Jones1945
Pennsy could have built their own duplex and set the price of the new engine independently, that means Baldwin would have lost their largest client. If Pennsy really had such intention, once Pennsy obtained all the data of the S2 turbine, as well as the T1s, they would have ditched Baldwin afterward. How Baldwin would have had reacted to such a situation? the plot thickens...
To paraphrase the sense of the Easter service, 'thickens indeed'!
Baldwin was a principal player in the 'intellectual property' development of the duplex idea (perhaps overly so) -- this being one of the key post-Eksergian efforts to eliminate the evil effects of augment. How much the railroad world was pawing around in the half-dark is evidenced by the infamous R1 story; how clearly they got a good answer is not much later (in the 'refit kits' on, for example, the T&P 2-10-4s, the rebuilt 3751 class; the double rebuilding of the Hs into world-class glory matched (imho) only by the Niagaras). But in the world of the Q1, anything larger than -- say -- the M1a was going to be hopeless at dual-service speed, and so...
There's an old riddle about 'what's a camel?' The answer to which is 'a horse designed by a committee'. Here's PRR designing a 5/4 M1 but deciding to get more and more carried away with the fun, evidently forgetting Leonor Loree's lesson about practical technology on the way.
Part of the 'key' here is to note why the driver size was ramped up all the way to 77" instead of using disc centers and better balancing at 72". -- it's highly likely lower water rate a la Golsdorf was not part of that design decision, considering the priorities in the Q2 and V1 designs. Instead, as in the B&O locomotive (and I suspect the putative ATSF 6-4-4-4) you have conventional drive on normal wheels which now can have smaller balance weights and overbalance consequences.
PRR was, according to some of the notes at the Hagley, proud of the way it handled the steam'pipe and snifting valve arrangements at the rear of the Q1 to avoid the kinds of problems B&O had on their locomotive. If you look at it from pure engineering, they did a pretty good job. Just that nobody told the steam, and the dirt, and the things in casual collision with items located near the limits of the loading gage, about how to respect products of superior intellect ... as it were.
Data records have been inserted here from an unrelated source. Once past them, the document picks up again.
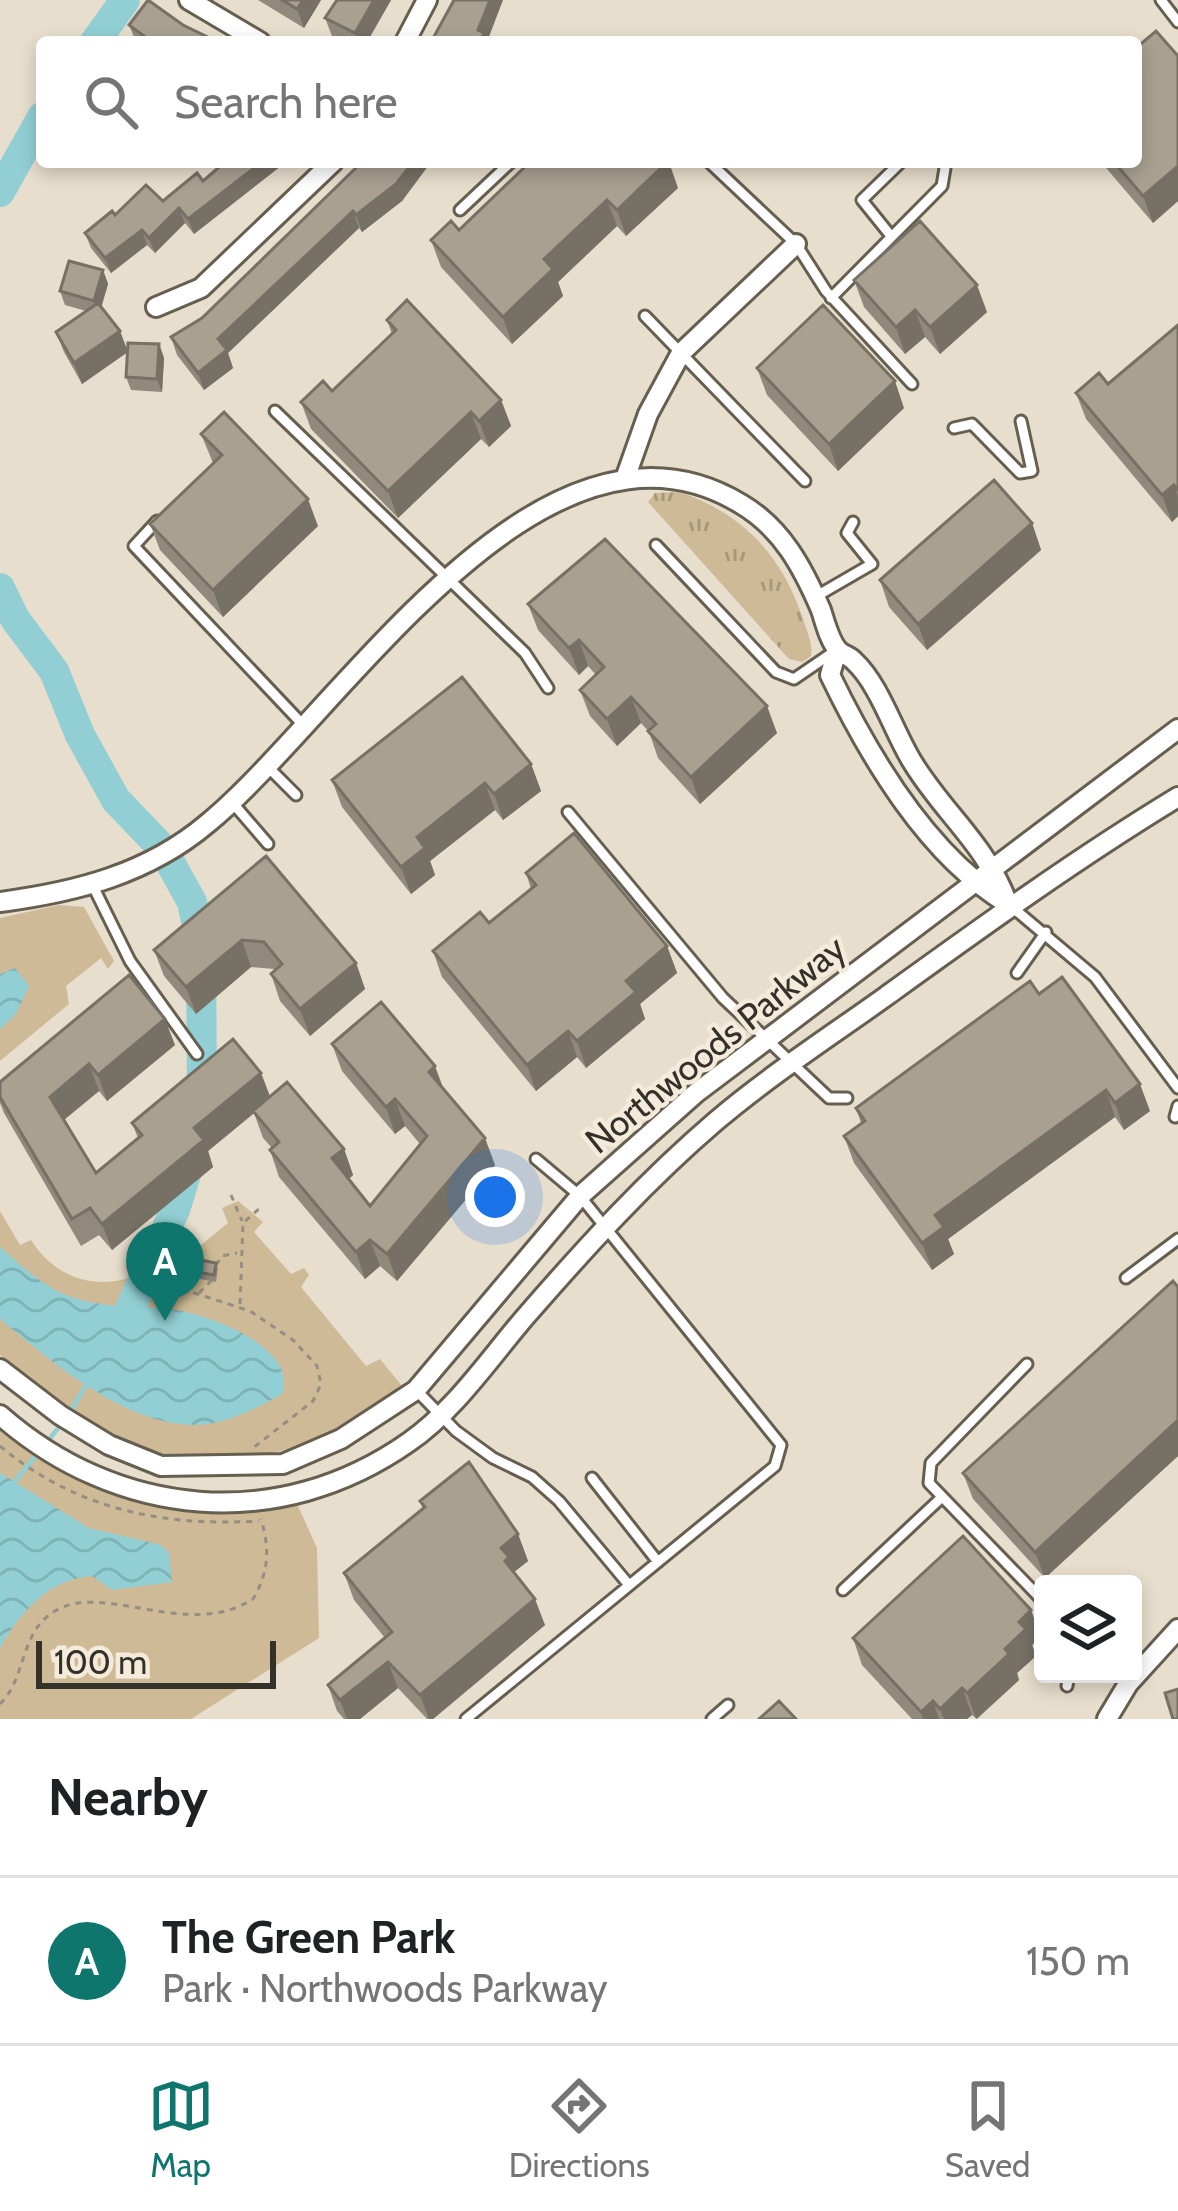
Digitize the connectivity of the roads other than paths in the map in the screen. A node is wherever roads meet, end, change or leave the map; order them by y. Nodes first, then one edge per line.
1 (189, 0) edge
2 (427, 0) edge
3 (1160, 0) edge
4 (1178, 22) edge
5 (250, 36) edge
6 (408, 36) edge
7 (327, 168) edge
8 (506, 168) edge
9 (715, 168) edge
10 (895, 168) edge
11 (945, 168) edge
12 (460, 210) dead end
13 (891, 236) junction
14 (796, 244) junction
15 (831, 298) junction
16 (156, 307) dead end
17 (645, 316) dead end
18 (681, 353) junction
19 (912, 385) dead end
20 (275, 410) dead end
21 (1021, 421) dead end
22 (954, 428) dead end
23 (626, 476) junction
24 (806, 481) dead end
25 (161, 518) edge
26 (853, 522) dead end
27 (656, 545) dead end
28 (446, 580) junction
29 (815, 597) junction
30 (837, 650) junction
31 (548, 688) dead end
32 (304, 727) junction
33 (1178, 729) edge
34 (266, 766) junction
35 (296, 795) dead end
36 (1178, 797) edge
37 (231, 801) junction
38 (568, 812) dead end
39 (268, 844) dead end
40 (993, 864) junction
41 (971, 882) junction
42 (93, 886) junction
43 (0, 902) edge
44 (1008, 904) junction
45 (1046, 932) junction
46 (1017, 973) dead end
47 (771, 1039) junction
48 (197, 1054) dead end
49 (794, 1062) junction
50 (1178, 1088) edge
51 (848, 1098) dead end
52 (536, 1159) dead end
53 (580, 1196) junction
54 (605, 1226) junction
55 (1178, 1239) edge
56 (1126, 1278) dead end
57 (1027, 1364) dead end
58 (0, 1370) edge
59 (416, 1390) junction
60 (0, 1415) edge
61 (440, 1415) junction
62 (246, 1461) junction
63 (592, 1478) dead end
64 (940, 1498) junction
65 (245, 1504) junction
66 (658, 1562) junction
67 (629, 1585) junction
68 (843, 1590) dead end
69 (1034, 1592) edge
70 (1178, 1630) edge
71 (1142, 1663) edge
72 (1124, 1683) edge
73 (728, 1705) dead end
74 (466, 1719) edge
75 (712, 1719) edge
76 (1107, 1719) edge

1 - 5 street
2 - 6 street
3 - 4 lane
7 - 16 street
8 - 12 lane
9 - 14 lane
10 - 13 lane
11 - 13 lane
13 - 15 lane
14 - 15 lane
14 - 18 street
15 - 19 lane
17 - 18 lane
18 - 23 street
18 - 24 lane
20 - 28 lane
21 - 22 lane
23 - 28 street
23 - 29 street
25 - 32 lane
26 - 29 lane
27 - 30 lane
28 - 31 lane
28 - 32 street
29 - 30 street
30 - 40 street
30 - 41 street
32 - 34 street
33 - 40 street, Northwoods Parkway
34 - 35 lane
34 - 37 street
36 - 44 street, Northwoods Parkway
37 - 39 lane
37 - 42 street
38 - 47 lane
40 - 41 street, Northwoods Parkway
40 - 44 street
41 - 44 street
41 - 47 street, Northwoods Parkway
42 - 43 street
42 - 48 lane
44 - 45 lane
44 - 49 street, Northwoods Parkway
45 - 46 lane
45 - 50 lane
47 - 49 lane
47 - 53 street, Northwoods Parkway
49 - 51 lane
49 - 54 street, Northwoods Parkway
52 - 53 lane
53 - 54 lane
53 - 59 street, Northwoods Parkway
54 - 61 street, Northwoods Parkway
54 - 66 lane
55 - 56 lane
57 - 64 lane
58 - 62 street, Northwoods Parkway
59 - 61 lane
59 - 62 street, Northwoods Parkway
60 - 65 street, Northwoods Parkway
61 - 65 street, Northwoods Parkway
61 - 67 lane
62 - 65 street
63 - 66 lane
64 - 68 lane
64 - 69 lane
66 - 67 lane
67 - 74 lane
70 - 71 street
72 - 76 street
73 - 75 lane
End result is interesting precisely because the design didn't try to do what the Q2 did, produce very high horsepower at elevated speed, so you wound up with a super locomotive hobbled by just the wrong constraints to realize the promise of the 'good bits'. Most of the issues of backpedaling drive were not particularly difficult to address (ahem, cough, cough, cab-forwards?) probably including the issue of crap rammed into the multiple-bearing crosshead surfaces, so you may be looking at T1-failure-duplicitous levels of railfan-led-by-the-nose mythology there. On the other hand, limiting the locomotive to M&E as its prospective 'dual service' (in a world where PRR freight never topped 50mph) can be seen without particular reference to accurate hindsight as a relative waste of time and money.
Nobody seems to have thought very carefully that a locomotive that required the same cylinder care and maintenance as two M1s had better be capable of doing more things better than two M1s as possible (particularly if it cost more than three M1s to build, but I digress). We see the same issue repeated for the Q2s as soon as no one needed 150-car trains pulled at meteoric speed over wartime-maintenance track: in a normal PRR world, the J1a (no slouch of a design itself, particularly with the upsized driver diameter) did about everything a Q2 could do on any particular practical train but with Ferrari-level maintenance for Ferrari performance the job no longer called for.
MEANWHILE ... back to the Baldwin story.
You will remember how the order for the T1s was split, half to Baldwin and half to Altoona, with the expensive valve-gear and technological bits outsourced (so Baldwin had no technological 'lock' on the market as they would have, via their controlling Westinghouse connection, on steam turbines). Behind the scenes, here comes the future! as Steins et al. duke it out with Loewy over the 'triplex' plan and then develop the magic solution that would replace reciprocating steam with a three-box configuration that didn't involve Baldwin Locomotive Works. (Although it did involve Westinghouse, about which more anon).
Baldwin, seeing its own future more than a little closely aligned with that of Steins et al., decides to implement its own 'hush-hush' design effort to end-run around the Steins patents ... the result of which comedy was (as no one I suspect will be surprised to learn) the C&O M-1 turbines. (In case you were wondering why there were three, and so little testing was done to debug the first one...) This essentially threw down the gauntlet to PRR Motive Power in a way that makes it potentially easier to see why no further direct-turbine work was undertaken at that critical time that turbine steam power was the wave of the future... and the compound-expansion answer to the whole double-maintenance problem of the duplexes at a stroke.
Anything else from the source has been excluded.